During the evaluation process, the transplant team arrives at a lung allocation score (LAS). Unlike other transplants, which award organs based on time on the donor list, lung transplants are largely based on need. Patients with failing lungs have priority over those who are still relatively healthy. The United Network for Organ Sharing uses a computerized matching system that also takes into account physical size, blood and tissue types, and drug or nicotine use. 

A System of Support

Fortunately, Judy has a number of family members able to provide physical and emotional support before, during, and after her lung transplant. Throughout the evaluation process, this supportive network communicated with the team, attended educational meetings, and provided cheer through humor and handholding when needed. After the transplant, their jobs will be to chart Judy’s progress, help her manage the many medications, and be alert for possible clots, rejection, or infections. Her daughter has volunteered to take a break from medical school and fly up from New Orleans to live with her. She’ll go along to the numerous medical appointments during the critical first month or more of what will be a year-long recovery. Subsequently, her brother will come from Virginia to live with her. One of her Massachusetts sisters, a young family friend, and various others will give these primary caretakers weekly respite. Judy has relayed her end-of-life wishes to her caregiver group in case the transplant does not go well.

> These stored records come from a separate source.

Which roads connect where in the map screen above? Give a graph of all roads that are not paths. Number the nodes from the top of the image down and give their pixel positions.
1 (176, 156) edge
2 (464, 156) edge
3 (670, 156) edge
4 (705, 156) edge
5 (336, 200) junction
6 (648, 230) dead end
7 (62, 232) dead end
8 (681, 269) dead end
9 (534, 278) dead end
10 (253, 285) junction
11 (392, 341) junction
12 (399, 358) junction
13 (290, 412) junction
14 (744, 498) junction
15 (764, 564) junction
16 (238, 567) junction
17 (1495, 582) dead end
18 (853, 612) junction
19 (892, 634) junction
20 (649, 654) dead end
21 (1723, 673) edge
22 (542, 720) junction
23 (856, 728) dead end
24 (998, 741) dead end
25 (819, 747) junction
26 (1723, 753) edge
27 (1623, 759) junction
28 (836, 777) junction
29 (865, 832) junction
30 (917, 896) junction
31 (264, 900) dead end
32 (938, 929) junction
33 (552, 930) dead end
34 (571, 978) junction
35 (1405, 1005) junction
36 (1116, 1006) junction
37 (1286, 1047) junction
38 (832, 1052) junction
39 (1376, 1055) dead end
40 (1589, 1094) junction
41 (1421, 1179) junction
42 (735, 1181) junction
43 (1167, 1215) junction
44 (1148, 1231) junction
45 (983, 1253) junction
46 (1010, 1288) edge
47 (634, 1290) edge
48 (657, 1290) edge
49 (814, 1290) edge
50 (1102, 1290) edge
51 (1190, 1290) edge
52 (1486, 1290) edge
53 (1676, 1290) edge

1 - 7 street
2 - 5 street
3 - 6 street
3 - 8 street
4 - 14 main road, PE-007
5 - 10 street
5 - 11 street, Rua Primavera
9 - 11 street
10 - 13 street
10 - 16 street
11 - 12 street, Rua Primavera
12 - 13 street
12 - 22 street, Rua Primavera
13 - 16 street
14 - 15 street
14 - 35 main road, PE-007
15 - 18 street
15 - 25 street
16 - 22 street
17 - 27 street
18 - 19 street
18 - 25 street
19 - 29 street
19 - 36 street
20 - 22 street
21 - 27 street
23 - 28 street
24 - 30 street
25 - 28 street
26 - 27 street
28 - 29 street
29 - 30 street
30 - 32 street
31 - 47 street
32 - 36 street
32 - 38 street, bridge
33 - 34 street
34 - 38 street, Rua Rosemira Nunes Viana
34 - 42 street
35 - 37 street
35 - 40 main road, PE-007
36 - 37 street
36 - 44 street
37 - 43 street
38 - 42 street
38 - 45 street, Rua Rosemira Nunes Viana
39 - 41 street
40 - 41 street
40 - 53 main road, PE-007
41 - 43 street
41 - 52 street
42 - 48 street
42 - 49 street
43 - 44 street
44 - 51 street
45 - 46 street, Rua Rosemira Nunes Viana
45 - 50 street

In addition to support from her family, Judy attends both formal and informal support groups. Although not always a fan of such groups, she says, “It’s been an outlet for my interest in advocacy. I feel I can change things for the better for future patients.”

An Informed Decision

Doctors often describe a lung transplant as a tradeoff — trading a worsening, incurable disease for a possible extension of life but with unknown complications.  As a result of taking immunosuppressive medications to prevent rejection, patients face increased risks of infection and cancer.

During the evaluation process, the transplant team prepared Judy for what life after surgery could be like. At least one hospitalization, she learned, is common in the year after transplant, and less frequently thereafter. Post-surgical complications may include blood clots, organ rejection, infection due to immunosuppressant drugs, kidney damage, possibly requiring dialysis, or swallowing reflex problems, sometimes necessitating long-term use of a feeding tube. Increased survival following lung transplantation comes with the risks of lung cancer and kidney failure.

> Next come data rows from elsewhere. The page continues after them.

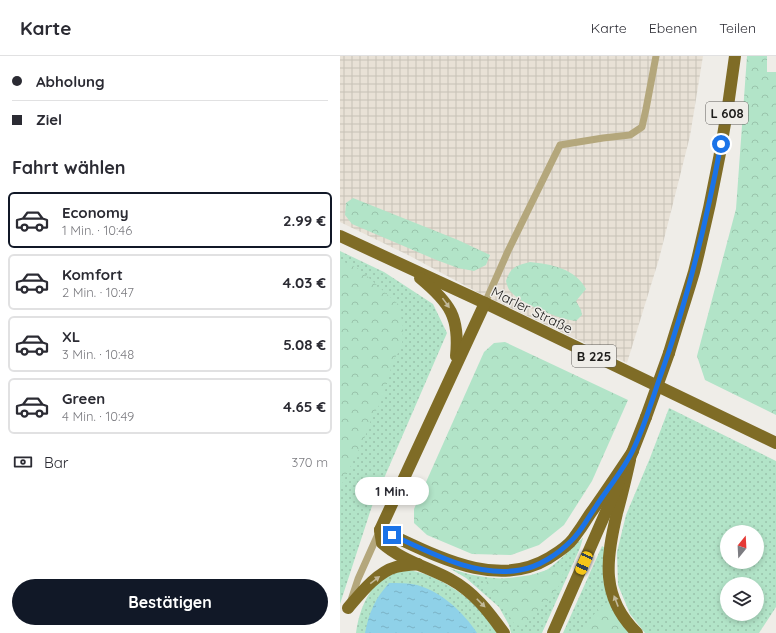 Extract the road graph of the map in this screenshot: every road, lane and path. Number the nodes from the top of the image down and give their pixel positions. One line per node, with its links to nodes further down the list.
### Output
1 (656, 56): 5 (lane)
2 (735, 56): 8 (main road, L 608, bridge)
3 (340, 236): 4 (main road, Marler Straße / B 225)
4 (407, 268): 5 (main road, Marler Straße / B 225); 6 (main road, one-way to 6)
5 (485, 303): 6 (main road); 7 (main road, Marler Straße / B 225)
6 (455, 366): 9 (main road)
7 (776, 443)
8 (632, 451): 9 (main road); 13 (main road, L 608); 14 (main road, one-way to 8)
9 (380, 530): 10 (main road); 11 (lane)
10 (418, 564): 11 (main road, one-way to 10); 12 (main road, one-way to 12)
11 (348, 608)
12 (504, 633)
13 (553, 633)
14 (637, 633)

Besides health consequences, Judy and the team members discussed financial and legal matters, such as medical and drug insurance coverage, power-of-attorney, wills, and trusts. In addition to a health care proxy to appoint a health care agent, they recommended signing a Massachusetts Orders of Life-Sustaining Treatment (MOLST) form to instruct other health professionals about the use of life-sustaining treatments.

“You are weighing the current quality of your life versus the unpredictable quality and length of life post-transplant,” says Judy. “I had to decide given the gamble, trade-offs, and challenges of lung transplantation, whether it’s the right thing for me.”

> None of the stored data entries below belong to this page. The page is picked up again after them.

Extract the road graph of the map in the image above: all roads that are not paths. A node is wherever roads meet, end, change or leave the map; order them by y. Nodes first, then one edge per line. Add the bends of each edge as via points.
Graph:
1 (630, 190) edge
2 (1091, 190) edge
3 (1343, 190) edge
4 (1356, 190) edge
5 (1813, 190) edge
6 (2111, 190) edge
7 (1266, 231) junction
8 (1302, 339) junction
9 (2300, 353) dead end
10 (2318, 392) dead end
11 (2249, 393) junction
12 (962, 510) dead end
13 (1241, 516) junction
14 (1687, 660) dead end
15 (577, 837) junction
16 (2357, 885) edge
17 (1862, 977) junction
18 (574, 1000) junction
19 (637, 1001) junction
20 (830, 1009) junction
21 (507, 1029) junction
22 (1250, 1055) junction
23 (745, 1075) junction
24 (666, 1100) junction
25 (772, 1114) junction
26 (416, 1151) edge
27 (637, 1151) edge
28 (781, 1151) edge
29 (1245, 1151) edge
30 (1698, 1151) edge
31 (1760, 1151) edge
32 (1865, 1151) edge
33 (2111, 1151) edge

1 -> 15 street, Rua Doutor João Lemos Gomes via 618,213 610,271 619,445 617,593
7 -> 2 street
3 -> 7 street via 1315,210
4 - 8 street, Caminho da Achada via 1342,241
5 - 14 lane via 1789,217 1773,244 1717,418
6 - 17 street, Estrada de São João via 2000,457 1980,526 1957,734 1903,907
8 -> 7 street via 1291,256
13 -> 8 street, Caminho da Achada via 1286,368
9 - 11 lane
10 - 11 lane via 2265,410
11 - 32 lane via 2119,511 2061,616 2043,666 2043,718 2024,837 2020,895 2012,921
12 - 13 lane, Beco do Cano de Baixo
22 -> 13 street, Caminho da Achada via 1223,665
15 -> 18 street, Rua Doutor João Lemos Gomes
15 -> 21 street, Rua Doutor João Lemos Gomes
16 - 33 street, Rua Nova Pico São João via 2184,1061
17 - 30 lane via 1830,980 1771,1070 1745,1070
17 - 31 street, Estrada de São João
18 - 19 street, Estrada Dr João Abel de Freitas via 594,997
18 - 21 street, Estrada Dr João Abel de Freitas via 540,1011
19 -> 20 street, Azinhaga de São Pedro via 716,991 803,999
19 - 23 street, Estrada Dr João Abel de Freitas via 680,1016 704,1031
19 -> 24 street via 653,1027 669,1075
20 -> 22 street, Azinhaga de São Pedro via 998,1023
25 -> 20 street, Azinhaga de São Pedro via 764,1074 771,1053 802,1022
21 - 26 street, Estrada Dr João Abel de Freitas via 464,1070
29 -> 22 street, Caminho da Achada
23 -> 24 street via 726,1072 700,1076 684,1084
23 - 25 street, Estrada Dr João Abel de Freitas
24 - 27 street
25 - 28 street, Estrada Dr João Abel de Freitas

To gain clarity before making this difficult decision, Judy also talked to others who had undergone lung transplants about their experiences. She was able to obtain names of these patients from her transplant team as well as friends.  

“Recently,” she adds, “I experienced several incidents that gave me visceral glimpses of the quality of life and decline that lies ahead of me without a transplant. This was the tipping point for me. Suddenly, my perspective changed and ended my deepest ambivalences about the surgery.”

Judging herself resilient enough to face potential problems after transplant, Judy has decided to take a chance. She agrees with people who call a lung transplant “a second lease on life,” but realistically she says “a lease has an endpoint.” Still, she believes her window of opportunity is now, and she’s ready to make a commitment to transplant and the hope for a longer life.